Requirement. With the pictures left out, print exactly the lines below that run from the one containing "Trace the roads" through the one containing "Road topology of".
Dataset: Begin
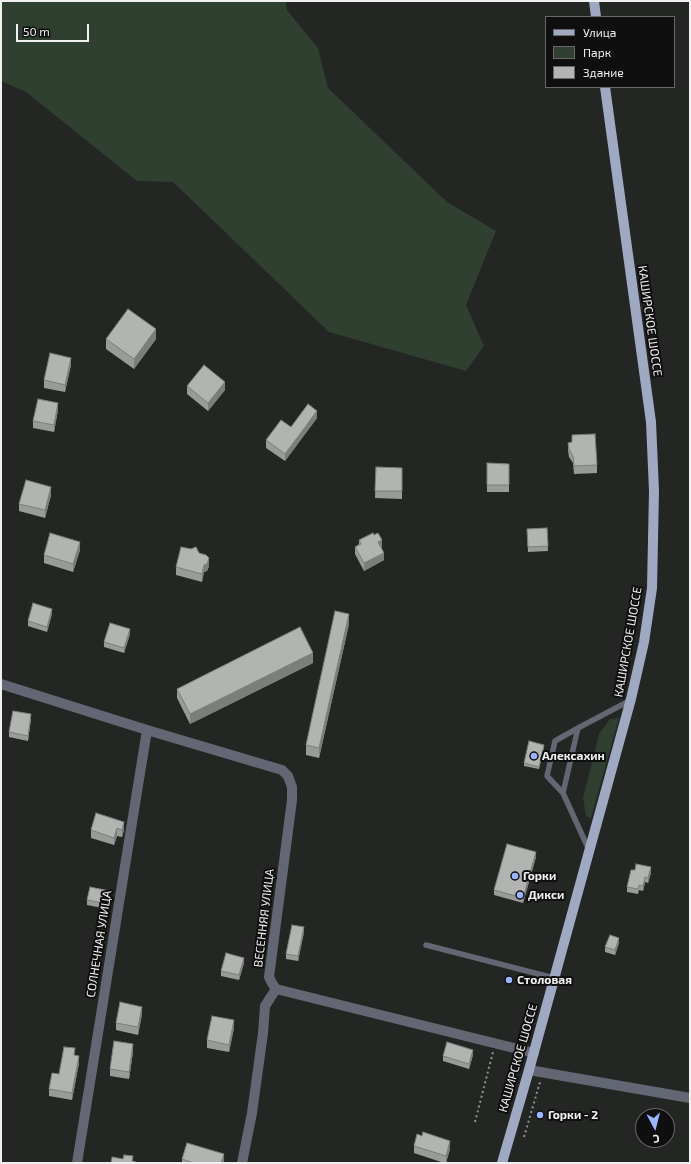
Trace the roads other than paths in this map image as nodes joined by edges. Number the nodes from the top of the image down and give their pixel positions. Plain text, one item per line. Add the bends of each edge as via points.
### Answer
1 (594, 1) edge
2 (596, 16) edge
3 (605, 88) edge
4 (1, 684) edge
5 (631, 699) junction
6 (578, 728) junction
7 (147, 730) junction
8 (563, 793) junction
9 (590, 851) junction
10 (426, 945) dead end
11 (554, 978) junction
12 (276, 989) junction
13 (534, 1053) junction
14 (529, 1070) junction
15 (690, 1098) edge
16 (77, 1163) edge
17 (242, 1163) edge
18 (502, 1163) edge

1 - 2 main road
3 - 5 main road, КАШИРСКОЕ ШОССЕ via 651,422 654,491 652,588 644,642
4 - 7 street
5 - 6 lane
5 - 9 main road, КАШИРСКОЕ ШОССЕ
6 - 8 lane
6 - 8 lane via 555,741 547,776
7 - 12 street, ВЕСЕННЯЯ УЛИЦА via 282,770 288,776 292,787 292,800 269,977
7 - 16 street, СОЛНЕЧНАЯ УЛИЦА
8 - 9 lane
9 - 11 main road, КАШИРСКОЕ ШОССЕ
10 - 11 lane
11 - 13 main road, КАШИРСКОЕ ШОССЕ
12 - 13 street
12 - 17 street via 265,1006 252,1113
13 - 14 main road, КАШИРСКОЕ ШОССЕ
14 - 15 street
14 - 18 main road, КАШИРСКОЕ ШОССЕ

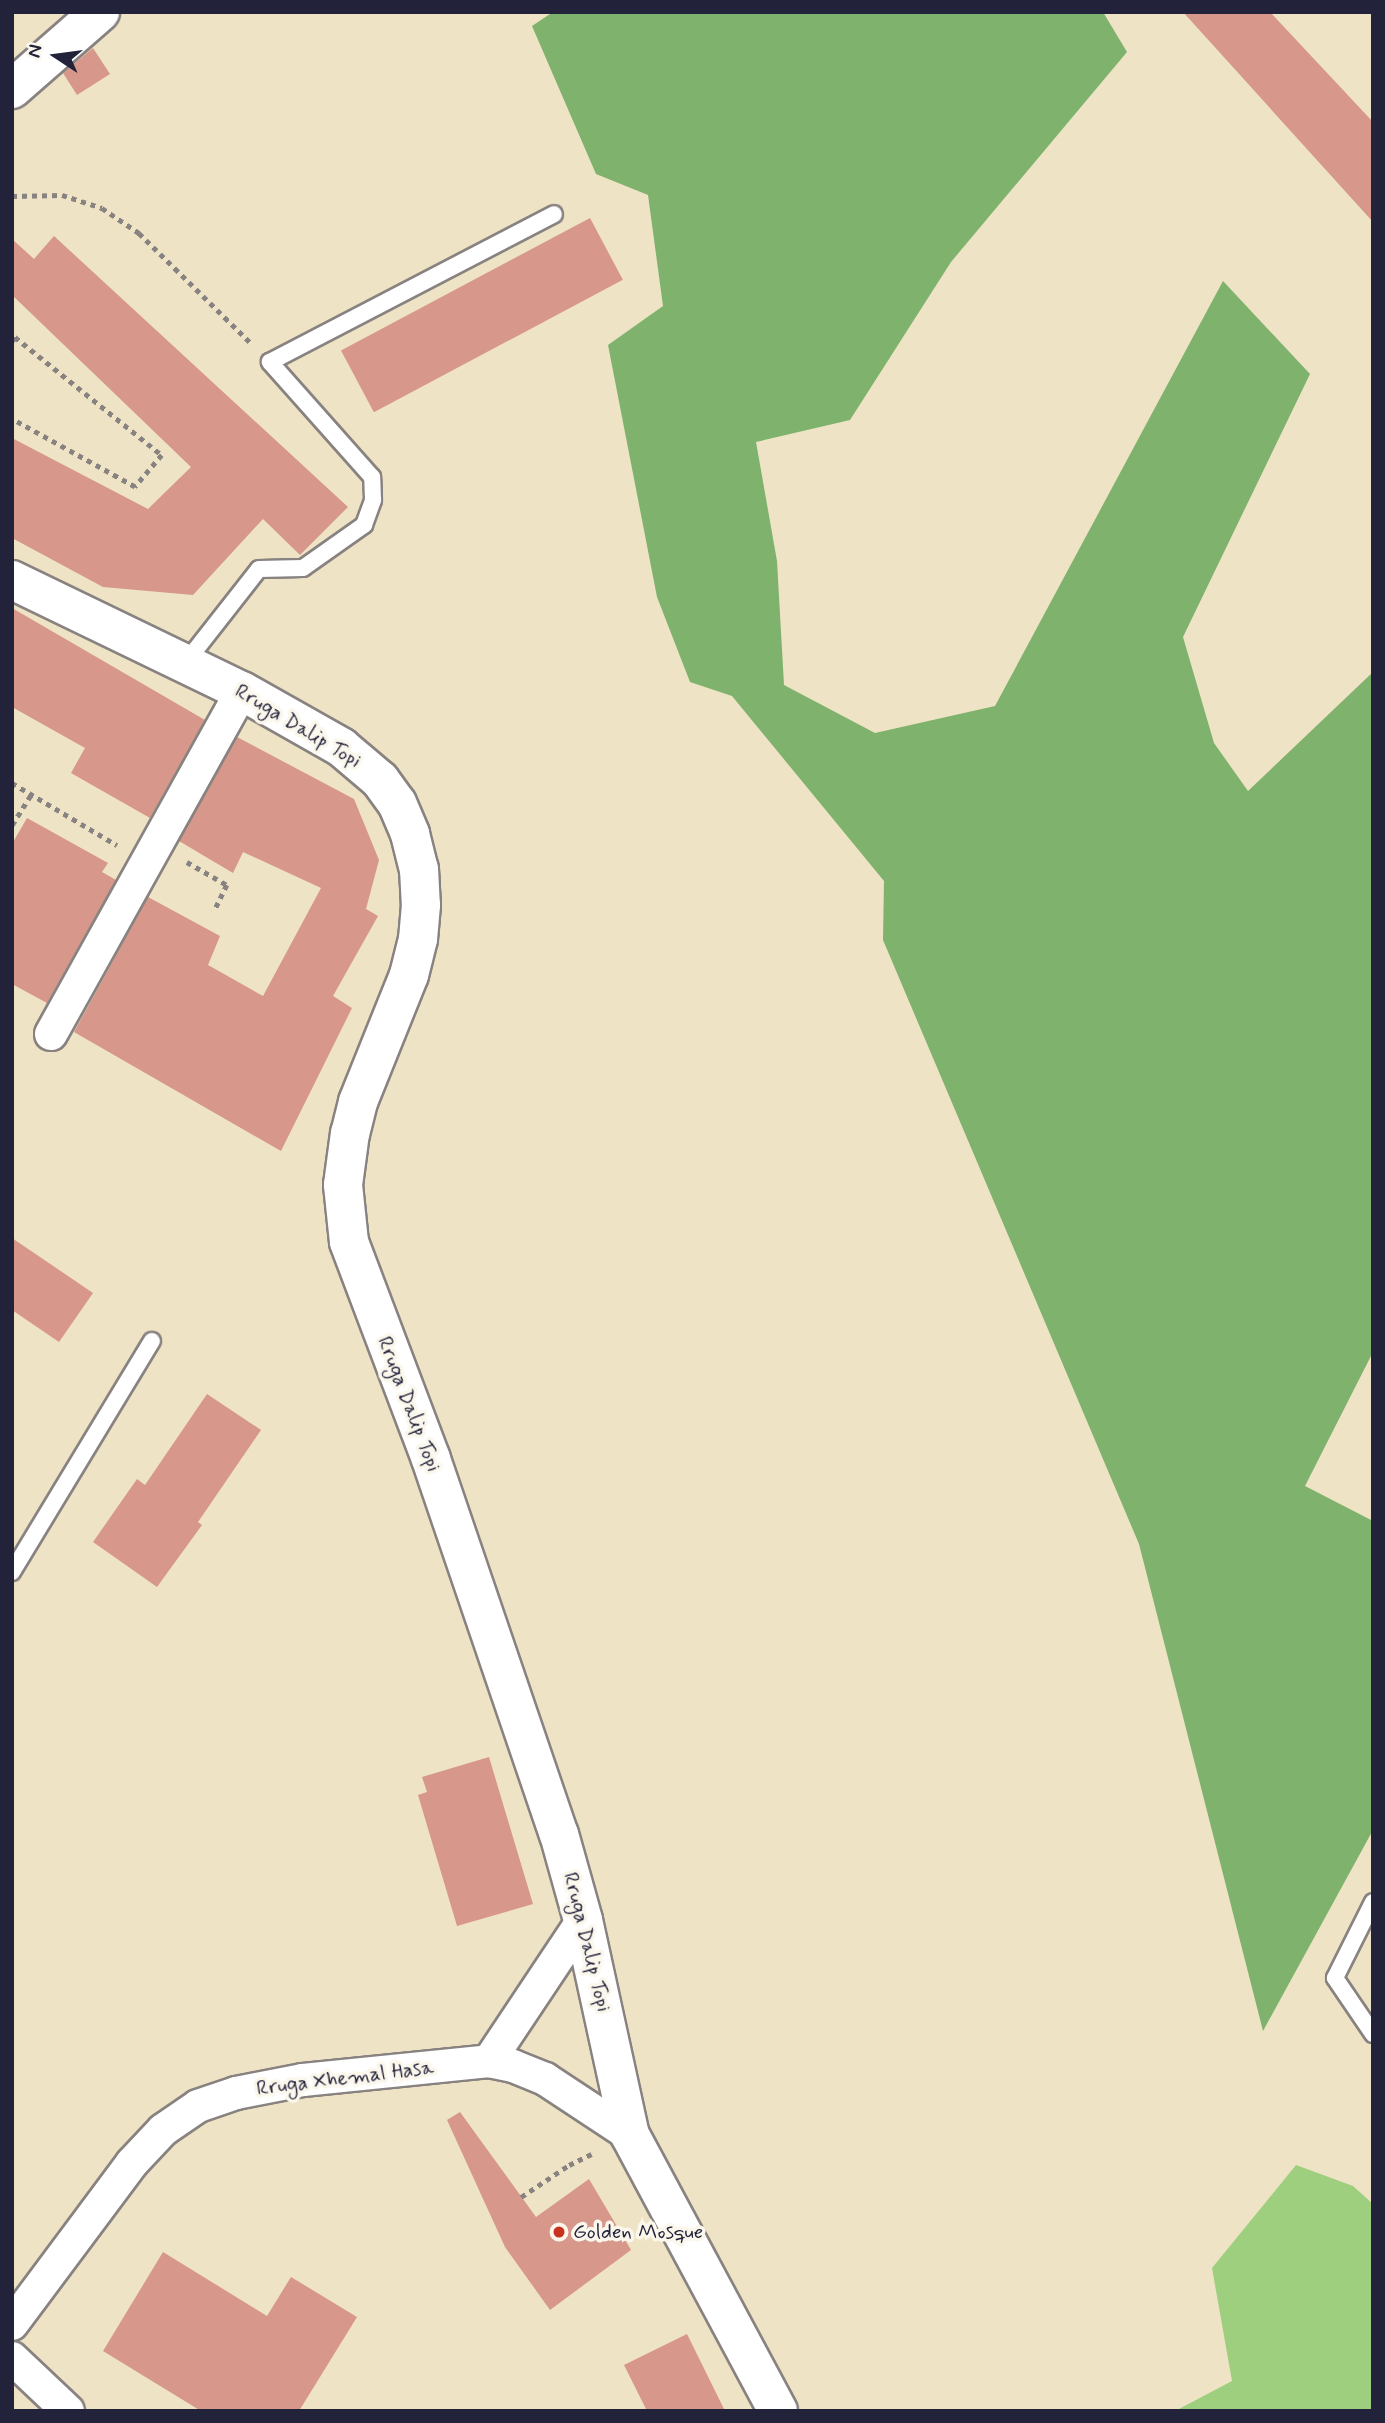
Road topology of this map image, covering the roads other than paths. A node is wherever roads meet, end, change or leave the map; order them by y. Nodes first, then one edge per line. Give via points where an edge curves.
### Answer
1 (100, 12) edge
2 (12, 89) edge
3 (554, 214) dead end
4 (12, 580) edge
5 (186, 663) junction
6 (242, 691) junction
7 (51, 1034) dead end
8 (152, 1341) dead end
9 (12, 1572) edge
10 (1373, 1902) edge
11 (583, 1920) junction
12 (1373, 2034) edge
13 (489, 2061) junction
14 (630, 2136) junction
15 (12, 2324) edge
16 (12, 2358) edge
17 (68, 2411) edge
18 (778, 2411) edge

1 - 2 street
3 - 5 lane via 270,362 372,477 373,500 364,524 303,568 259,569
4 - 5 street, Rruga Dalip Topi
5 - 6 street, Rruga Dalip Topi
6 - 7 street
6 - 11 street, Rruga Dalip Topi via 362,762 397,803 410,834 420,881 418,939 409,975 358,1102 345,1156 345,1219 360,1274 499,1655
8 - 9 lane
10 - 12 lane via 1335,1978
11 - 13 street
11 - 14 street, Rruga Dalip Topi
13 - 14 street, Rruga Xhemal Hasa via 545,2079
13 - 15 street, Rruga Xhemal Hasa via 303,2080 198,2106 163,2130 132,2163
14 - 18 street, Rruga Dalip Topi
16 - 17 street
Dataset: End
Dataset: Begin
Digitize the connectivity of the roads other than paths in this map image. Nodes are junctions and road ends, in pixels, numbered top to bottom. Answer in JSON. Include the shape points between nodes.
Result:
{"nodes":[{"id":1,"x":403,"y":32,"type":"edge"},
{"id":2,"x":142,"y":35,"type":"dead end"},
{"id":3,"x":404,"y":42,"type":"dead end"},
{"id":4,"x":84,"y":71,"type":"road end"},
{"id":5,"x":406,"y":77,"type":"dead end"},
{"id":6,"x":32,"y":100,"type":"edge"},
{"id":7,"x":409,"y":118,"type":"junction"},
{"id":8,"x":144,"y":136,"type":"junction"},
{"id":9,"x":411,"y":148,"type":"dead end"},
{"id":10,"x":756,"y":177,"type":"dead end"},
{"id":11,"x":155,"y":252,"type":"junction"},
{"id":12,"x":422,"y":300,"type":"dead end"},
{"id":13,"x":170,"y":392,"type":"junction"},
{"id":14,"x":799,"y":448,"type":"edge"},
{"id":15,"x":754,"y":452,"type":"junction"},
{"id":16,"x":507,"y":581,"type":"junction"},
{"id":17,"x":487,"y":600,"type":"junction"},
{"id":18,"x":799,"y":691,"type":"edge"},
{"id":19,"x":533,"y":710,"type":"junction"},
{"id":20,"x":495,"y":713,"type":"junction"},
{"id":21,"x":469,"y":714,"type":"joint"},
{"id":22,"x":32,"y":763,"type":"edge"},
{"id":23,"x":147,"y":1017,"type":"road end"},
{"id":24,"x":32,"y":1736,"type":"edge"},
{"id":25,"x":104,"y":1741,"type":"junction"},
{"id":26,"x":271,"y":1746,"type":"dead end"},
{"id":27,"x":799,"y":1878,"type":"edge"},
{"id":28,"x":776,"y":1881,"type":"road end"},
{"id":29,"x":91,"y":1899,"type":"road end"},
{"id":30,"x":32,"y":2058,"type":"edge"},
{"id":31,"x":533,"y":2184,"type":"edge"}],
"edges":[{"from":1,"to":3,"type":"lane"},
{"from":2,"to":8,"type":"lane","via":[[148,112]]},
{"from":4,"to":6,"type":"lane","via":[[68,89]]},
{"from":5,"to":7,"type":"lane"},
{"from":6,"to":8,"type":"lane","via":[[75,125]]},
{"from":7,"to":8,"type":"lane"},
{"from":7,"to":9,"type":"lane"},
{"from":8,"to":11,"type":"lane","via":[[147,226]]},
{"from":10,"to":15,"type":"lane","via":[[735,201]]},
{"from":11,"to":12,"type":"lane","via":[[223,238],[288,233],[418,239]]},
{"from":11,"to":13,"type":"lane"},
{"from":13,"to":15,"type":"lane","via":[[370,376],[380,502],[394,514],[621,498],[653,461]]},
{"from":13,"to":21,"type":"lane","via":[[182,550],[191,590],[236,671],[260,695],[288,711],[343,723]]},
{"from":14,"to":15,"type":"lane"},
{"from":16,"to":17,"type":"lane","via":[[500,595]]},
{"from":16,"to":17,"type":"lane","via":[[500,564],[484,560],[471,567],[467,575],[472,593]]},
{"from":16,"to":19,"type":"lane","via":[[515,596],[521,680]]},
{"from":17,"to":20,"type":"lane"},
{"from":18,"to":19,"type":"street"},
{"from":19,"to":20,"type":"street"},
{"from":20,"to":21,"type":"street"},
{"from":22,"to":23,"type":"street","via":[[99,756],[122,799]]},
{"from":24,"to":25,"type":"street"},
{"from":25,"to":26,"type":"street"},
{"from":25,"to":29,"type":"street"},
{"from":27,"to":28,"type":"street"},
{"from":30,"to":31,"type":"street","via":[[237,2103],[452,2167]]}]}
Dataset: End
Answer for the task.
Trace the roads other than paths in this map image as nodes joined by edges. Number the nodes from the top of the image down and give their pixel positions. Plain text, one item per line. Add the bends of each edge as via points.
### Answer
1 (594, 1) edge
2 (596, 16) edge
3 (605, 88) edge
4 (1, 684) edge
5 (631, 699) junction
6 (578, 728) junction
7 (147, 730) junction
8 (563, 793) junction
9 (590, 851) junction
10 (426, 945) dead end
11 (554, 978) junction
12 (276, 989) junction
13 (534, 1053) junction
14 (529, 1070) junction
15 (690, 1098) edge
16 (77, 1163) edge
17 (242, 1163) edge
18 (502, 1163) edge

1 - 2 main road
3 - 5 main road, КАШИРСКОЕ ШОССЕ via 651,422 654,491 652,588 644,642
4 - 7 street
5 - 6 lane
5 - 9 main road, КАШИРСКОЕ ШОССЕ
6 - 8 lane
6 - 8 lane via 555,741 547,776
7 - 12 street, ВЕСЕННЯЯ УЛИЦА via 282,770 288,776 292,787 292,800 269,977
7 - 16 street, СОЛНЕЧНАЯ УЛИЦА
8 - 9 lane
9 - 11 main road, КАШИРСКОЕ ШОССЕ
10 - 11 lane
11 - 13 main road, КАШИРСКОЕ ШОССЕ
12 - 13 street
12 - 17 street via 265,1006 252,1113
13 - 14 main road, КАШИРСКОЕ ШОССЕ
14 - 15 street
14 - 18 main road, КАШИРСКОЕ ШОССЕ

Road topology of this map image, covering the roads other than paths. A node is wherever roads meet, end, change or leave the map; order them by y. Nodes first, then one edge per line. Give via points where an edge curves.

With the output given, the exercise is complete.